O governo do Estado garante ter uma posição ao governo federal. “O estado busca aproveitar as oportunidades econômicas e ambientais oferecidas pelos créditos de carbono, visando não apenas reduzir as emissões de gases de efeito estufa, mas também promover a preservação dos ecossistemas e impulsionar a economia sustentável”, afirma a Secretaria do Meio Ambiente e Infraestrutura do Estado do Rio Grande do Sul (Sema/RS).

O Banco Nacional de Desenvolvimento Econômico e Social (BNDES) já tem linhas de crédito para compra de créditos de carbono.

Já no caso do Rio Grande do Sul, a Sema aponta como medida mais efetiva de descarbonização o programa de hidrogênio verde, uma forma de incentivar o potencial de produção a partir de fontes renováveis como energia solar e eólica.

 

Sair na frente

“O Brasil tem uma vantagem comparativa em relação ao resto do mundo e temos que transformar essas em vantagens competitivas”, aponta Rollemberg. Porém, ao mesmo tempo em que o governo fala em renovação energética e descarbonização da economia, ele lança um programa para que a população compre carros movidos à combustíveis fósseis.


 Joice Pinheiro Maciel trabalha ensinando empresários a como medirem suas emissões de carbono | Jornal NH



Joice Pinheiro Maciel trabalha ensinando empresários a como medirem suas emissões de carbono

Foto: Divulgação


Rollemberg não considera isso uma contradição. “Foi uma política cíclica feita no momento que as indústrias passavam por uma dificuldade muito grande e com ameaça de desempregar, e que foi um sucesso porque estimulou a compra de carros populares.
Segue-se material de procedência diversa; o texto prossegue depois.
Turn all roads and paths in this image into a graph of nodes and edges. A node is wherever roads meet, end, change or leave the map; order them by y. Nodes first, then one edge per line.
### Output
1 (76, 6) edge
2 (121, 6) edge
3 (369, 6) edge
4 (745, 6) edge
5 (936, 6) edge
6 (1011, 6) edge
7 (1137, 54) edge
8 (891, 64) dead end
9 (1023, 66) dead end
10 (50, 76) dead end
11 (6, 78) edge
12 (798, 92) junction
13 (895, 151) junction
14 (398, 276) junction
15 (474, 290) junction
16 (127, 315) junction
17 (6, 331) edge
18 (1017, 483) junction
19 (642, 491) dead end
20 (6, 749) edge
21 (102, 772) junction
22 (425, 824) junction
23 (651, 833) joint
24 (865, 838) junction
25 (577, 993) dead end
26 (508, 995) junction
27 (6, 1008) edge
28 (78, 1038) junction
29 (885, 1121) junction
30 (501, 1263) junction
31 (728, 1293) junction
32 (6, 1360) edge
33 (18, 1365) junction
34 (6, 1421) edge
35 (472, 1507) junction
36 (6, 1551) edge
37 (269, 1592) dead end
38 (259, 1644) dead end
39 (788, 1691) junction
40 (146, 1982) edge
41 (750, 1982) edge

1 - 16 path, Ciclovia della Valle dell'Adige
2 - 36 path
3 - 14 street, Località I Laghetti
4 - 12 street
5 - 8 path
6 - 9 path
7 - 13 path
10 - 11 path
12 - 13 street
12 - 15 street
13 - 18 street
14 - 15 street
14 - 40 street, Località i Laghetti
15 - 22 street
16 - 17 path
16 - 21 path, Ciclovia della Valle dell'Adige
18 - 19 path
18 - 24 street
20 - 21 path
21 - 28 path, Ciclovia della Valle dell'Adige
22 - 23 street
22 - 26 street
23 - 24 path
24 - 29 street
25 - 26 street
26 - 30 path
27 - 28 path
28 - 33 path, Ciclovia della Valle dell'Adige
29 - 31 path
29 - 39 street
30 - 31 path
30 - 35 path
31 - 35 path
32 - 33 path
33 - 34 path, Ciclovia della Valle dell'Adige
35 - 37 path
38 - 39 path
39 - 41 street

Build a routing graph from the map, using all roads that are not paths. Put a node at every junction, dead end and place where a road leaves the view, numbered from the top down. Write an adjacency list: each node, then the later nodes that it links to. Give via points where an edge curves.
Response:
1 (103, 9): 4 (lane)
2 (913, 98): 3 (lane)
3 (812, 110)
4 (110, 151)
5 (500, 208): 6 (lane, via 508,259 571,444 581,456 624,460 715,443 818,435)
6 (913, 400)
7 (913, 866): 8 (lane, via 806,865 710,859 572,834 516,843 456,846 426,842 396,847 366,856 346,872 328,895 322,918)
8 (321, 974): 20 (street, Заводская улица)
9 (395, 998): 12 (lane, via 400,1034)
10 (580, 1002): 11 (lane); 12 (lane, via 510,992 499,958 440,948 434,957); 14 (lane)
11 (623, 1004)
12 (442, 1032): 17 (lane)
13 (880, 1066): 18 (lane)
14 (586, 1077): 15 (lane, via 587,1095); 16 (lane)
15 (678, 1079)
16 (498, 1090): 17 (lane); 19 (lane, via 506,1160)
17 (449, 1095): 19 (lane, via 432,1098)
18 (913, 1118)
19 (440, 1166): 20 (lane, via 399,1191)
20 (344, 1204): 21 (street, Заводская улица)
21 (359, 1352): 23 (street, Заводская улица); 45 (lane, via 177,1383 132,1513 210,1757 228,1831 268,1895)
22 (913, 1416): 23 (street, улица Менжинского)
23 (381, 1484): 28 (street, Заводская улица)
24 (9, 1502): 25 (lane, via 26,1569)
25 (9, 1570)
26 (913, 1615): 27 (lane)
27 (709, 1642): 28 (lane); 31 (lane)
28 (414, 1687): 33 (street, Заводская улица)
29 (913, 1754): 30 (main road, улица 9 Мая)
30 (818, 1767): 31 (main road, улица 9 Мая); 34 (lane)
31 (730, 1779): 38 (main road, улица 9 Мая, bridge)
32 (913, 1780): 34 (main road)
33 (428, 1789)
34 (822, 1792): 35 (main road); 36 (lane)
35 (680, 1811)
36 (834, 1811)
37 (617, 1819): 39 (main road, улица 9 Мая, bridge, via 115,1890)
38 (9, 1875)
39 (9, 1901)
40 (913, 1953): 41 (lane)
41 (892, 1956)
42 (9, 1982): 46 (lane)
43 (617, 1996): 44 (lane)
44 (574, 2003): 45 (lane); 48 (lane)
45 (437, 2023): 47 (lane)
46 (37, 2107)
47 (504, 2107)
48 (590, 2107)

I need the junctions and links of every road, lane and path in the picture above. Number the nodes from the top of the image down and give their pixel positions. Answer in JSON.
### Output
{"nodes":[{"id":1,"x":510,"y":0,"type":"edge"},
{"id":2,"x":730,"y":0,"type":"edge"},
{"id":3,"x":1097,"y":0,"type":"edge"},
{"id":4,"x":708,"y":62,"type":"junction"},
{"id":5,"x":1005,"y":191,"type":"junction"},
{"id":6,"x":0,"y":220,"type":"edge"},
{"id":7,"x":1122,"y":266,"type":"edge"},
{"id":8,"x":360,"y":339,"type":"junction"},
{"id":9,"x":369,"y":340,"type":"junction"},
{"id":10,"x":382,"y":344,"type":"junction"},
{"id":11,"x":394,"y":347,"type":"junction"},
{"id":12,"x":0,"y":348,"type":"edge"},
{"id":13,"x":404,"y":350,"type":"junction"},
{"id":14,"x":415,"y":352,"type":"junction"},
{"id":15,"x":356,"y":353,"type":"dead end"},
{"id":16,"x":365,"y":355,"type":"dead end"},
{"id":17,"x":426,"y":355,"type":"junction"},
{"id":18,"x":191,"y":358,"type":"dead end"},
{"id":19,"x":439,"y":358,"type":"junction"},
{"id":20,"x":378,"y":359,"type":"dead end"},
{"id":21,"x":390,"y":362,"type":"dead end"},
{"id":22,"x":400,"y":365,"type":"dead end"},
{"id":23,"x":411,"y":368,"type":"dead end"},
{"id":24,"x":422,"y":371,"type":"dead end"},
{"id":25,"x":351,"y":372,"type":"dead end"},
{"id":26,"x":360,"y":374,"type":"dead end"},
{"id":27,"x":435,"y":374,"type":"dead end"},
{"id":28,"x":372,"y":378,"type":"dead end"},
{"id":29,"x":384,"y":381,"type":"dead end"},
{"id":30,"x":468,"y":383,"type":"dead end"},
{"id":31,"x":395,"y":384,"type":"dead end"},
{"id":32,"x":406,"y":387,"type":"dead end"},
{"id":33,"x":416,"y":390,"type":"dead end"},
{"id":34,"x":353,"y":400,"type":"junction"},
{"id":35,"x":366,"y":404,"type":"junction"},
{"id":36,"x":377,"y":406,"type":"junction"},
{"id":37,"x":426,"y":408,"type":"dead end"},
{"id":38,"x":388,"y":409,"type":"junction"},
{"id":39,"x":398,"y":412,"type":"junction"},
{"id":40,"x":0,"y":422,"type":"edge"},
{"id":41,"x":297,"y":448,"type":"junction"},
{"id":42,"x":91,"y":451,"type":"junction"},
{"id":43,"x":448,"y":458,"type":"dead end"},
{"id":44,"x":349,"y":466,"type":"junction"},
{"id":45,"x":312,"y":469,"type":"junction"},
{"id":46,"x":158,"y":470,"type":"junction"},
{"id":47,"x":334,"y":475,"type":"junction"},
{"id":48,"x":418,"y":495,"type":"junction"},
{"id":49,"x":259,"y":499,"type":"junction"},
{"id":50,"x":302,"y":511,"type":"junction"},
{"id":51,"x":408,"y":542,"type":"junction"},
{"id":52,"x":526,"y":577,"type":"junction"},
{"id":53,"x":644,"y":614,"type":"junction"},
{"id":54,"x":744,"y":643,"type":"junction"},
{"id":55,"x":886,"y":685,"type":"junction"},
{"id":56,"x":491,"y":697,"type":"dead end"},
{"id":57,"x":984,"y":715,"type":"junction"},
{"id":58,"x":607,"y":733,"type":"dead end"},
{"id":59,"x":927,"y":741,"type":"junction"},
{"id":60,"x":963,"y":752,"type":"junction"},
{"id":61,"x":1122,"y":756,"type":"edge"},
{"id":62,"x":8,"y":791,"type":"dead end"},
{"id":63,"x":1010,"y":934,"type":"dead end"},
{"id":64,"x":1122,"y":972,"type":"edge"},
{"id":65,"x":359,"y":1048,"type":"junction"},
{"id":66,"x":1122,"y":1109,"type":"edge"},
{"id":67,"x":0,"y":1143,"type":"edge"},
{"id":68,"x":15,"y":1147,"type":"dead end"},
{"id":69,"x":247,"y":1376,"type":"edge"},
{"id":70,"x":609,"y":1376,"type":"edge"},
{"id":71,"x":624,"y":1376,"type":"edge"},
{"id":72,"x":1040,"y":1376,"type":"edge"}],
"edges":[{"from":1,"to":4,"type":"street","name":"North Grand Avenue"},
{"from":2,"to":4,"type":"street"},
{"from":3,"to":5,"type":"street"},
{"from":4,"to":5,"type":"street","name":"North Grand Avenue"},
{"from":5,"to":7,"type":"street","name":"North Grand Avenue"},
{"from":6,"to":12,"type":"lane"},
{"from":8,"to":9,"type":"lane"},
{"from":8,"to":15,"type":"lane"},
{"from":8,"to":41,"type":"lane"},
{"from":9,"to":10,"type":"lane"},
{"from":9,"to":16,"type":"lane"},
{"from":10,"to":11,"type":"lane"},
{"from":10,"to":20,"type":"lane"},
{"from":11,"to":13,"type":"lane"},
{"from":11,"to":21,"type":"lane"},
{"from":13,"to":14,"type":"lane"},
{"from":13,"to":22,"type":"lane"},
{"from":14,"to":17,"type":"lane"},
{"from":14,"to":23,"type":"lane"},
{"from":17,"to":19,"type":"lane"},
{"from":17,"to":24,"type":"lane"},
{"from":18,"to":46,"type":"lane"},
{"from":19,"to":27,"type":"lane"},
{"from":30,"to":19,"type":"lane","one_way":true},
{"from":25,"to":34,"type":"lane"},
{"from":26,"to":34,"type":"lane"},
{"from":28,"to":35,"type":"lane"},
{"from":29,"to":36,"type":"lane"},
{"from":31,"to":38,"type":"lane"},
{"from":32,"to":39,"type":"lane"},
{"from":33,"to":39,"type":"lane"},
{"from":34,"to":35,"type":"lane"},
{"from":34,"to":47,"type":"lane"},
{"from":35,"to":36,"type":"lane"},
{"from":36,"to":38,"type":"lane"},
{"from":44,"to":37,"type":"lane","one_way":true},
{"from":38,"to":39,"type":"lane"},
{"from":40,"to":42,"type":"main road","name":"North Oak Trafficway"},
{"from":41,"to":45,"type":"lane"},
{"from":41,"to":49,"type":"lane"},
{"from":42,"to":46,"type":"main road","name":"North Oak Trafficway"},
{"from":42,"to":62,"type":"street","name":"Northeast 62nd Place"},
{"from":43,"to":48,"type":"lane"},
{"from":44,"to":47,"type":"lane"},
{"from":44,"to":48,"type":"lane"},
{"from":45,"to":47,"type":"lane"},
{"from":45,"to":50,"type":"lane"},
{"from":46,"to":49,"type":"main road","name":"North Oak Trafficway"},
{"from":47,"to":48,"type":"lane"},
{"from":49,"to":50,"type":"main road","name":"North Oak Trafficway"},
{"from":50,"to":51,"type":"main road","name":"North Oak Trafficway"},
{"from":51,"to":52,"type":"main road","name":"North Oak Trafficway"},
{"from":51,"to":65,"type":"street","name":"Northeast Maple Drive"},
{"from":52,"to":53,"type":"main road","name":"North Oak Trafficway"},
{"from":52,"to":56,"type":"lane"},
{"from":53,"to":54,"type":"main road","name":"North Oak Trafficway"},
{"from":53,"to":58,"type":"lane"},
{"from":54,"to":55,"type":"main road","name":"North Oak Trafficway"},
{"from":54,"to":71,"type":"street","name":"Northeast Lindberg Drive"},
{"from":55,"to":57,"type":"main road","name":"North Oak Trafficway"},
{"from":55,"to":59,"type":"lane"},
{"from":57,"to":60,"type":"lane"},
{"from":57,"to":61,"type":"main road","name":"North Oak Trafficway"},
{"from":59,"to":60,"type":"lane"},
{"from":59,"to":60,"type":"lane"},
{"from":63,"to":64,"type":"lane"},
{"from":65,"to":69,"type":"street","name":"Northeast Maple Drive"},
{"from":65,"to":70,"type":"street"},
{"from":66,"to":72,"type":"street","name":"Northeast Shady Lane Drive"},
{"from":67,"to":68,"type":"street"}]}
Mas um dos critérios era justamente de maior eficiência energética.”

Ao avaliar a posição do país no cenário global de descarbonização como um todo, Rollemberg aponta que o Brasil tem nas mãos a chance de sair na frente de outras potências, uma chance que não pode ser desperdiçada. “Estamos na pole position em relação a transição energética, mas temos que largar e acelerar e chegar na frente, porque essa também é uma corrida e não vai ter espaço para todo mundo.”